The system that we're interested in: the customer service system, contains people arranged in a human system, computers, policies and procedures and so on, all organized, at least theoretically, to service customers needs (up to a point). The customer service system interfaces with other systems. For example, inventory control, supply chain management, personnel, etc would be different systems, but highly inter-related to customer service.

If a customer needs to know when something will be delivered, the system that tracks shipping and stock inventory, although not created as part of the customer service system, would be crucial to serving the customer's needs.

What You Need To Understand About Systems

Here's a few things you will need to understand as we later delve into why customer service is so terrible. Then we'll stop for a bit, and you can post comments.

  • It is not possible to understand a system by looking at each part. For example, you cannot understand how the brain works by looking at each part in turn. You MUST look at how all the parts interact and affect each other in a process of bidirectional influence that goes on all the time. (As an aside, that's why most of the pop stuff about brains, left and right and so on are grossly wrong. You cannot talk about "left brain" or "right brain" as doing something because its the entire SYSTEM we call the brain that "does things". Clearly remove one half or the other, and you don't have a functioning brain any more (a bit of an oversimplification).
  • When you alter a part of a system to achieve a positive effect, you will almost always end up causing dysfunction somewhere else in the system unless you consider all the inter-relationships. That's why fixing something within a system environment is so difficult. We call these negative outcomes unwanted or unanticipated consequences.
  • Since a system involves inter-related and inter-dependent parts, the effectiveness of even the best designed system can be no better than the reliability and effectiveness of its weakest component(s). For example, your automobile is a complex system with thousands of parts, but it takes only a small nail in your tire, or a broken rubber gasket costing less than a dollar to render the vehicle useless. Likewise for you computer. It's all high tech, but if your cooling fan fails, your entire machine may cease to work, or actually end up permanently destroyed. Likewise for a failing power supply, which can wipe out all of your hardware.
  • The more complex a system is, the more likely that it will break. For example, let's take a very simple system -- something with ten  "parts". Each part fails about 10% of the time within a year. What is the probability that the system will fail?
    If you are the maker of this system, get ready, because it's a virtual certainty that all units will fail within a year. Even though each part only fails in one of ten cases, remember that if ANY parts fail, the system breaks. (Ever wonder why laptops never work well?)
  • The more complex a system, the less likely any ONE human being understands it well enough to fix it if it breaks. In very complex systems, not only is there no single person able to understand it, but even the team of builders may not understand it well enough to predict what it will do if one part of it is changed.
    An example? Google's search engine. It's so complex that it is impossible to know in advance what any one simple small tweak will do. You can guess, but ultimately, you simulate the change using fallible models in advance of putting the change into production, but because the models are flawed, the only way to actually find out is to make the change, and see what happens.

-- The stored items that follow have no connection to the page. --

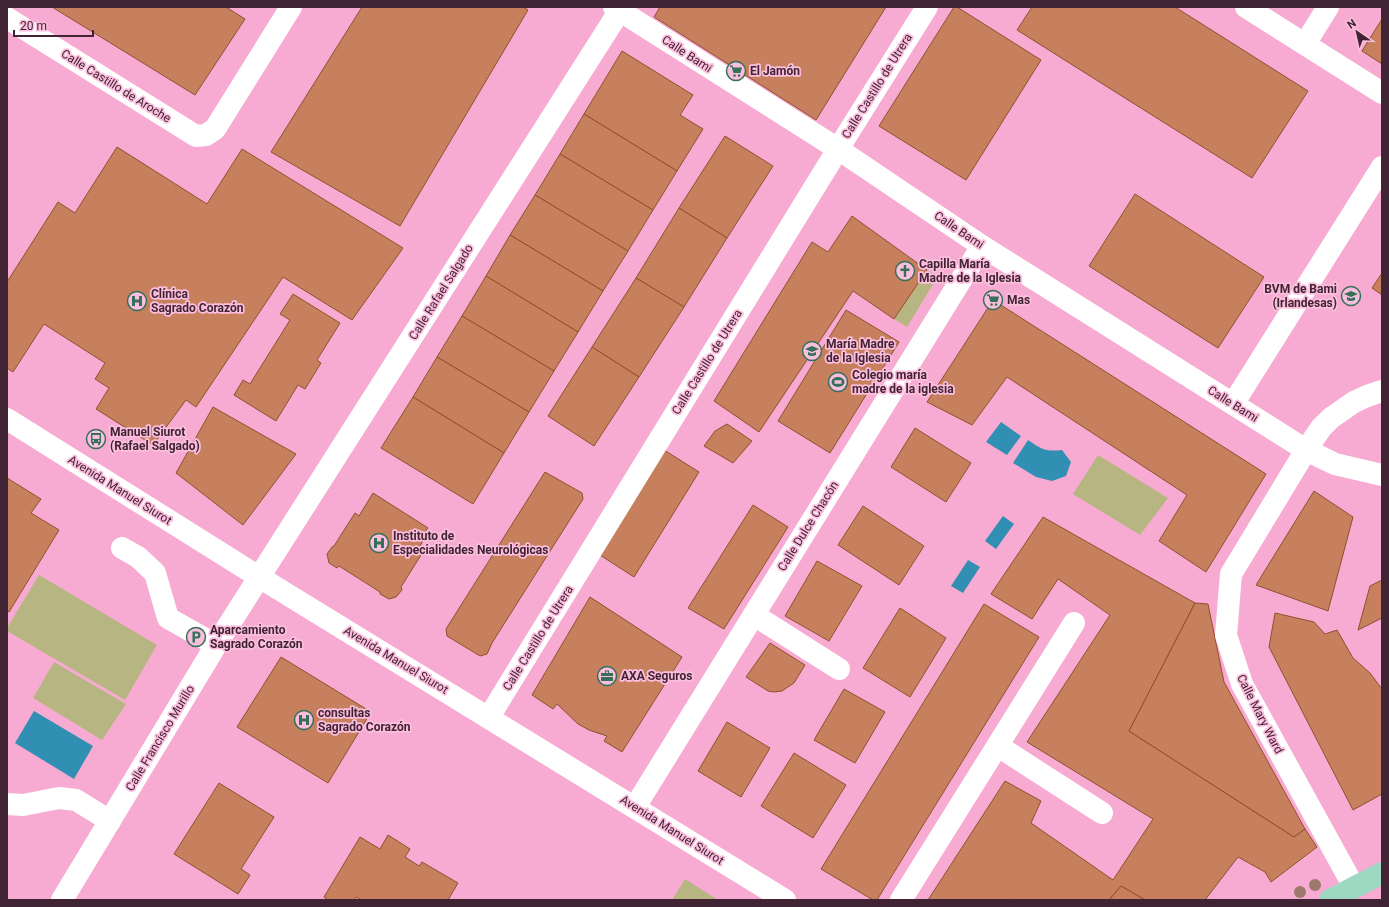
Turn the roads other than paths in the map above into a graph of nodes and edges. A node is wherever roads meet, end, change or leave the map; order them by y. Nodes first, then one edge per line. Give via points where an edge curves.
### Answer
1 (291, 7) edge
2 (927, 7) edge
3 (1246, 7) edge
4 (1328, 7) edge
5 (619, 8) edge
6 (7, 18) edge
7 (1305, 44) junction
8 (1382, 93) edge
9 (838, 149) junction
10 (1382, 167) edge
11 (982, 246) junction
12 (1382, 391) edge
13 (1233, 404) junction
14 (7, 419) edge
15 (1306, 450) junction
16 (1382, 475) edge
17 (122, 548) dead end
18 (259, 577) junction
19 (754, 615) junction
20 (1074, 623) dead end
21 (216, 645) junction
22 (839, 669) dead end
23 (489, 717) junction
24 (998, 746) junction
25 (7, 804) edge
26 (635, 807) junction
27 (1102, 813) dead end
28 (110, 821) junction
29 (1382, 873) edge
30 (1351, 894) edge
31 (62, 900) edge
32 (785, 900) edge
33 (901, 900) edge
34 (1330, 900) edge

1 - 6 street, Calle Castillo de Aroche via 215,129 206,135 196,136
2 - 9 street, Calle Castillo de Utrera
3 - 7 street
4 - 7 street
5 - 9 street, Calle Bami
5 - 18 street, Calle Rafael Salgado
7 - 8 street
9 - 11 street, Calle Bami
9 - 23 street, Calle Castillo de Utrera
10 - 13 street
11 - 13 street, Calle Bami
11 - 19 street, Calle Dulce Chacón
12 - 15 street, Calle Mary Ward via 1354,402 1337,414 1321,428
13 - 15 street, Calle Bami
14 - 18 street, Avenida Manuel Siurot
15 - 16 street, Calle Bami via 1335,464
15 - 30 street, Calle Mary Ward via 1231,574 1226,635 1242,684
17 - 21 street via 138,557 155,573 168,618
18 - 21 street, Calle Francisco Murillo
18 - 23 street, Avenida Manuel Siurot
19 - 22 street
19 - 26 street, Calle Dulce Chacón
20 - 24 street
21 - 28 street, Calle Francisco Murillo
23 - 26 street, Avenida Manuel Siurot
24 - 27 street
24 - 33 street
25 - 28 street via 23,805 59,798 76,800
26 - 32 street, Avenida Manuel Siurot
28 - 31 street, Calle Francisco Murillo
29 - 30 main road
30 - 34 main road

Your Homework on Systems and Customer Service

Here are your "thinking questions", and I'd ask that you put forth your thoughts and ideas in the comments section. It would be much appreciated.

  1. What are the components or parts of a typical "customer service system"?
  2. How do these parts interact and affect each other?
  3. How does customer service depend on other systems outside of the system designed to provide customer service?
  4. Does any of this make any sense to you in understanding why customer service is so poor? And getting worse? Speak up.
  5. If you are charged with improving customer service in your company, and you are a systems thinker, what do you do? Where do you start? And, how do you accomplish it all?